Both Judy Chicago and Louise Bourgeois create fantastic settings for their dinner parties. These settings are awe-inspiring- each in their own way.
Judy Chicago created "The Dinner Party" in the late seventies as a celebration to great women. She shaped this dream of perpetual power of women by creating what seems to be an almost infinite form. The sheer size of the piece and how you must encounter and interact with it in space is inescapable and undeniable- it overwhelms you like the success of the women that it represents. The piece consists of a large triangular table with settings for nine hundred and ninety-nine women. Each woman's setting had an embroidered cloth as well as a floral plate and other details. Each plate's floral motif beautifully evoked core imagery and also evoked ugly responses from politicians. Everyone that viewed it had a strong feeling about it- whether negative or positive.

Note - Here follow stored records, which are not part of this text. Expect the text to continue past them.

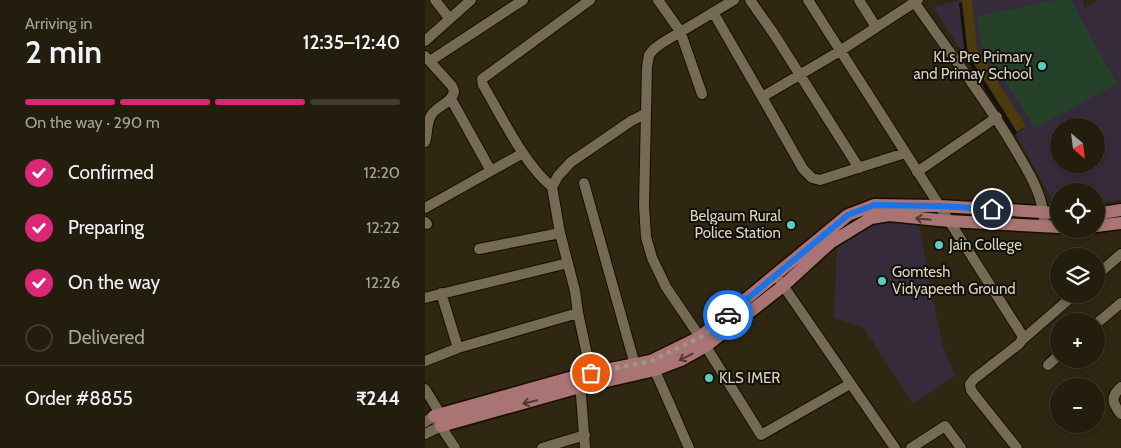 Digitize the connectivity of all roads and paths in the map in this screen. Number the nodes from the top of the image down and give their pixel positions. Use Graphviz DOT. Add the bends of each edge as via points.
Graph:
graph roads {
  1 [pos="435,0"];
  2 [pos="471,0"];
  3 [pos="523,0"];
  4 [pos="590,0"];
  5 [pos="658,0"];
  6 [pos="734,0"];
  7 [pos="750,0"];
  8 [pos="807,0"];
  9 [pos="859,0"];
  10 [pos="915,1"];
  11 [pos="713,12"];
  12 [pos="449,18"];
  13 [pos="876,27"];
  14 [pos="680,31"];
  15 [pos="425,41"];
  16 [pos="840,51"];
  17 [pos="427,59"];
  18 [pos="799,75"];
  19 [pos="702,94"];
  20 [pos="762,97"];
  21 [pos="451,99"];
  22 [pos="645,114"];
  23 [pos="997,117"];
  24 [pos="427,119"];
  25 [pos="425,142"];
  26 [pos="523,153"];
  27 [pos="905,153"];
  28 [pos="859,168"];
  29 [pos="491,171"];
  30 [pos="917,172"];
  31 [pos="584,183"];
  32 [pos="552,187"];
  33 [pos="939,206"];
  34 [pos="425,208"];
  35 [pos="1121,210"];
  36 [pos="1045,213"];
  37 [pos="1050,213"];
  38 [pos="1105,213"];
  39 [pos="949,221"];
  40 [pos="1121,223"];
  41 [pos="1105,225"];
  42 [pos="1044,226"];
  43 [pos="1050,226"];
  44 [pos="840,229"];
  45 [pos="560,233"];
  46 [pos="479,249"];
  47 [pos="1121,254"];
  48 [pos="568,263"];
  49 [pos="1105,268"];
  50 [pos="780,281"];
  51 [pos="441,293"];
  52 [pos="425,298"];
  53 [pos="1065,303"];
  54 [pos="1121,303"];
  55 [pos="578,313"];
  56 [pos="1105,316"];
  57 [pos="1022,340"];
  58 [pos="703,342"];
  59 [pos="458,348"];
  60 [pos="425,361"];
  61 [pos="635,364"];
  62 [pos="653,365"];
  63 [pos="584,378"];
  64 [pos="850,384"];
  65 [pos="1121,387"];
  66 [pos="425,389"];
  67 [pos="1121,414"];
  68 [pos="435,420"];
  69 [pos="425,434"];
  70 [pos="585,435"];
  71 [pos="685,447"];
  72 [pos="455,448"];
  73 [pos="542,448"];
  74 [pos="585,448"];
  75 [pos="895,448"];
  76 [pos="911,448"];
  77 [pos="961,448"];
  78 [pos="1017,448"];
  1 -- 12 [label="street"];
  2 -- 12 [label="street"];
  3 -- 17 [label="street"];
  4 -- 26 [label="street" via="482,78 483,86"];
  5 -- 14 [label="street"];
  6 -- 11 [label="street"];
  7 -- 18 [label="street"];
  8 -- 16 [label="street"];
  9 -- 13 [label="street"];
  10 -- 13 [label="street"];
  10 -- 23 [label="street"];
  11 -- 14 [label="street"];
  11 -- 20 [label="street"];
  12 -- 15 [label="street"];
  13 -- 16 [label="street"];
  14 -- 19 [label="street"];
  14 -- 22 [label="street" via="649,55"];
  16 -- 18 [label="street"];
  16 -- 27 [label="street"];
  17 -- 21 [label="street" via="453,86"];
  18 -- 20 [label="street"];
  18 -- 28 [label="street"];
  20 -- 28 [label="street" via="803,169 812,178 820,180"];
  21 -- 24 [label="street"];
  21 -- 29 [label="street"];
  22 -- 32 [label="street" via="571,162"];
  22 -- 58 [label="street" via="646,237 666,287"];
  23 -- 30 [label="street"];
  23 -- 36 [label="street" via="1033,179"];
  24 -- 25 [label="street"];
  26 -- 29 [label="street"];
  26 -- 32 [label="street"];
  27 -- 28 [label="street"];
  27 -- 30 [label="street"];
  29 -- 34 [label="street"];
  30 -- 33 [label="street"];
  31 -- 61 [label="street"];
  32 -- 45 [label="street"];
  33 -- 36 [label="main road"];
  33 -- 39 [label="street"];
  33 -- 44 [label="main road" via="874,205 848,215"];
  35 -- 38 [label="main road"];
  36 -- 37 [label="main road"];
  36 -- 42 [label="street"];
  39 -- 42 [label="main road"];
  39 -- 44 [label="main road, one-way" via="889,215"];
  39 -- 57 [label="street" via="1022,335"];
  40 -- 41 [label="main road"];
  42 -- 43 [label="main road"];
  44 -- 50 [label="main road"];
  45 -- 46 [label="street"];
  45 -- 48 [label="street"];
  47 -- 49 [label="street"];
  48 -- 51 [label="street"];
  48 -- 55 [label="street"];
  50 -- 58 [label="main road"];
  50 -- 64 [label="street"];
  51 -- 52 [label="street"];
  51 -- 59 [label="street"];
  53 -- 57 [label="street"];
  54 -- 56 [label="street"];
  55 -- 59 [label="street"];
  55 -- 63 [label="street"];
  57 -- 78 [label="street" via="970,384 971,390"];
  58 -- 62 [label="main road"];
  58 -- 64 [label="street" via="761,435"];
  59 -- 60 [label="street"];
  61 -- 62 [label="main road"];
  61 -- 63 [label="main road"];
  62 -- 63 [label="main road"];
  62 -- 71 [label="street"];
  63 -- 68 [label="main road"];
  63 -- 70 [label="street"];
  64 -- 75 [label="street"];
  65 -- 67 [label="street" via="1112,400"];
  66 -- 68 [label="street"];
  68 -- 69 [label="street"];
  68 -- 72 [label="street"];
  70 -- 73 [label="street"];
  70 -- 74 [label="street"];
  76 -- 77 [label="street" via="945,426"];
} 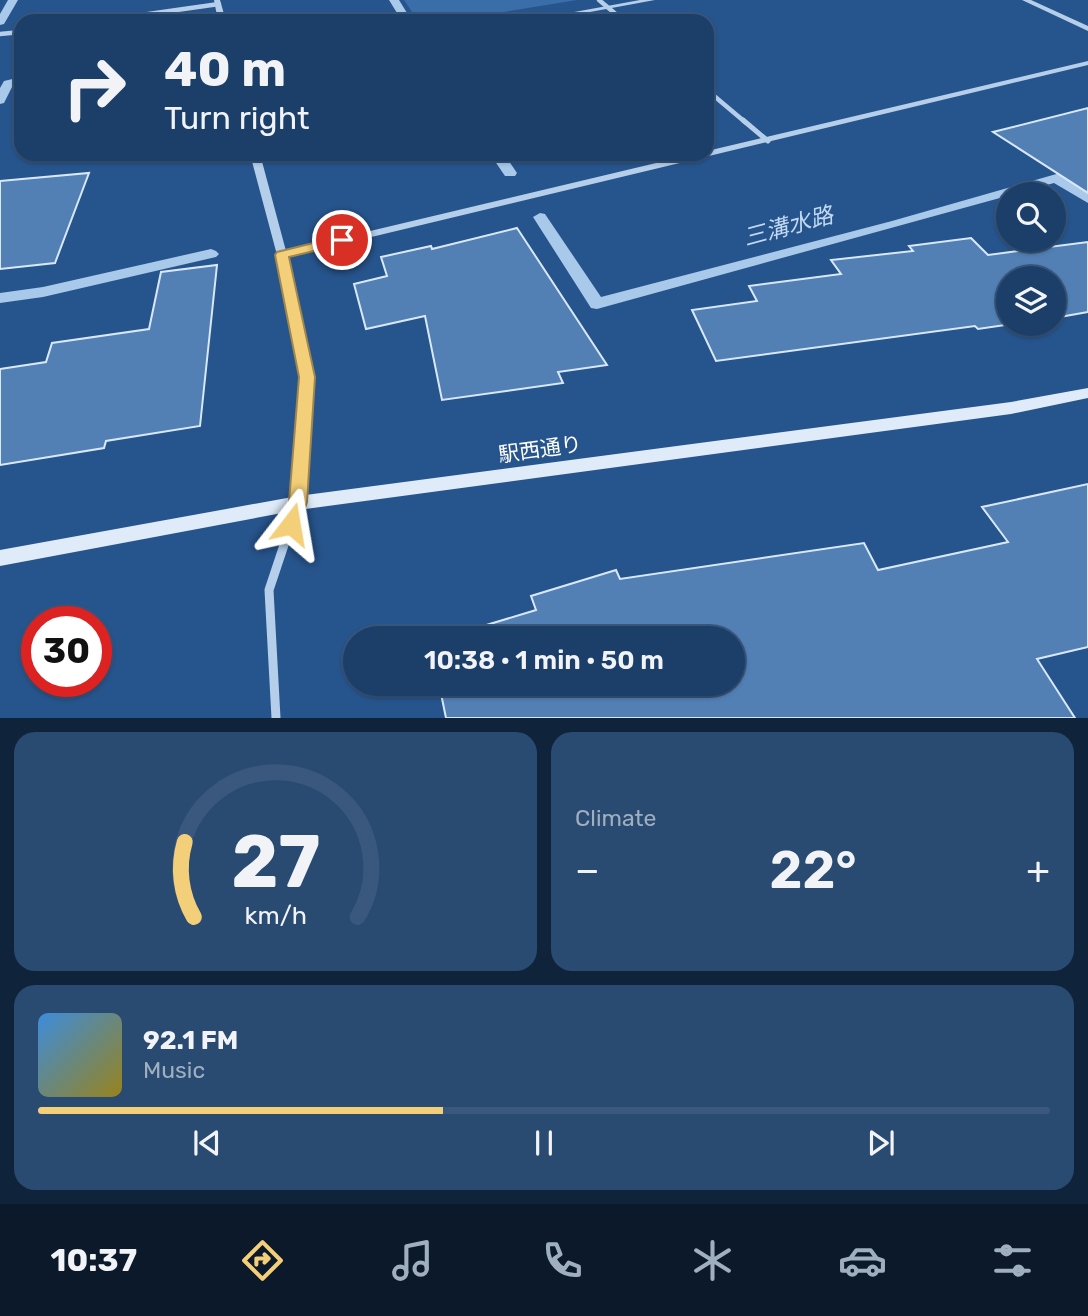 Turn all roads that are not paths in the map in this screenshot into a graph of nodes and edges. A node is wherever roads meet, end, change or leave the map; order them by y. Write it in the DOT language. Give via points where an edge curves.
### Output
graph roads {
  1 [pos="599,0"];
  2 [pos="652,0"];
  3 [pos="1025,0"];
  4 [pos="218,2"];
  5 [pos="608,8"];
  6 [pos="143,14"];
  7 [pos="571,14"];
  8 [pos="615,14"];
  9 [pos="1088,29"];
  10 [pos="1088,64"];
  11 [pos="714,96"];
  12 [pos="768,141"];
  13 [pos="714,154"];
  14 [pos="257,161"];
  15 [pos="683,161"];
  16 [pos="282,255"];
  17 [pos="1088,393"];
  18 [pos="298,502"];
  19 [pos="0,558"];
  20 [pos="276,718"];
  1 -- 5 [label="street"];
  2 -- 5 [label="street"];
  3 -- 9 [label="street"];
  4 -- 6 [label="street"];
  5 -- 7 [label="street"];
  5 -- 8 [label="street"];
  10 -- 12 [label="street"];
  11 -- 12 [label="street"];
  12 -- 13 [label="street"];
  14 -- 16 [label="street"];
  15 -- 16 [label="street"];
  16 -- 18 [label="street" via="307,377"];
  17 -- 18 [label="main road, 駅西通り" via="1011,408"];
  18 -- 19 [label="main road, 駅西通り"];
  18 -- 20 [label="street" via="269,590"];
} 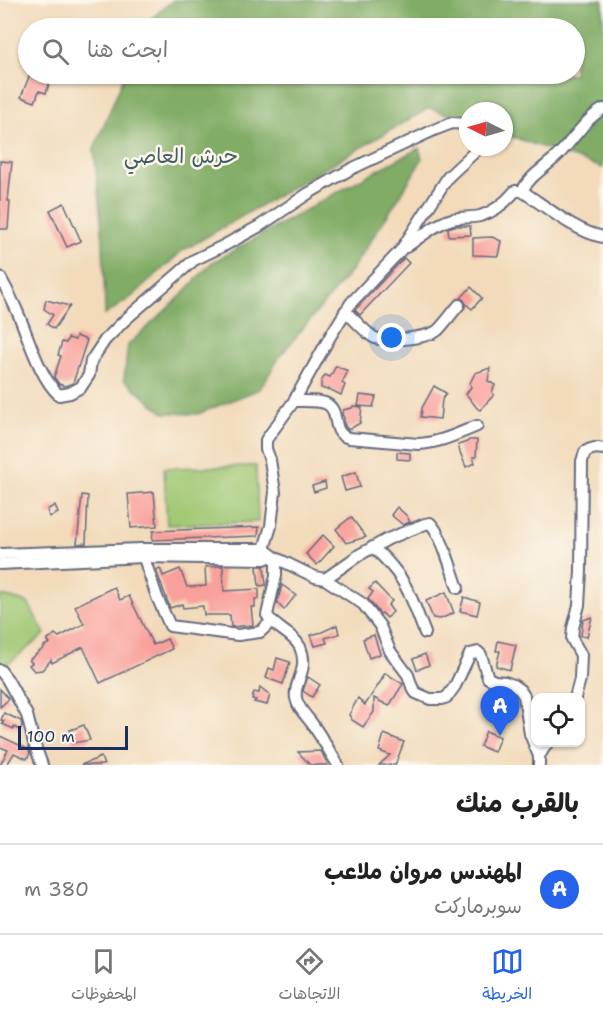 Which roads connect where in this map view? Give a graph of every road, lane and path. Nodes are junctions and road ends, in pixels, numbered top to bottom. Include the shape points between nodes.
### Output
1 (603, 109) edge
2 (459, 123) edge
3 (470, 156) edge
4 (522, 191) junction
5 (603, 237) edge
6 (401, 250) junction
7 (0, 277) edge
8 (459, 305) dead end
9 (345, 311) junction
10 (294, 401) junction
11 (477, 426) dead end
12 (603, 449) edge
13 (373, 547) junction
14 (142, 553) junction
15 (0, 554) edge
16 (269, 555) junction
17 (0, 564) edge
18 (325, 579) junction
19 (458, 588) dead end
20 (271, 622) junction
21 (425, 633) dead end
22 (0, 670) edge
23 (576, 693) edge
24 (539, 760) edge
25 (42, 765) edge
26 (338, 765) edge

1 - 4 street
2 - 7 street via 443,126 351,169 258,227 194,260 105,340 81,387 70,393 59,395 53,389
3 - 6 street via 448,177
4 - 5 street via 566,221
4 - 6 street via 515,191 503,204 481,216 442,223
6 - 9 street
8 - 9 street via 433,333 383,340 374,338
9 - 10 street
10 - 11 street via 327,404 333,411 338,432 349,438 428,444
10 - 16 street via 266,440 275,492
12 - 23 street via 585,452 582,461 581,571 573,628 573,639 581,655
13 - 18 street
13 - 19 street via 430,523
13 - 21 street via 402,581
14 - 15 street
14 - 16 street
14 - 17 street
14 - 20 street via 170,626 238,634 260,632
16 - 18 street
16 - 20 street via 276,576 267,615
18 - 24 street via 363,604 380,626 412,687 422,696 437,700 447,697 471,654 478,652 488,678 505,681 524,696
20 - 26 street via 299,645 303,655 296,692 299,708
22 - 25 street via 27,716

Louise Bourgeois’ dinner was derived from a dream as well. This dream is about a man's wife and child shredding him apart and feasting on him. Bourgeois uses real memories combined with her imagination to come up with concepts. This concept in particular creates a vulgar yet intimate setting that almost traps you at first glance. Its intimacy joined with its context of betrayal made even me, as a viewer feel vulnerable. That weakness is what makes this work so easy to relate to as well as the anger, fear, and revenge it evokes.
Both works are complex. Chicago's work was detailed and labored with love. Its concept was grand and was successfully portrayed. Bourgeois creates a piece that depicts so many complicated emotions simultaneously that you can't help but get personal with it because that is what makes us human- that we can feel all those things and it amazed me they could all be represented.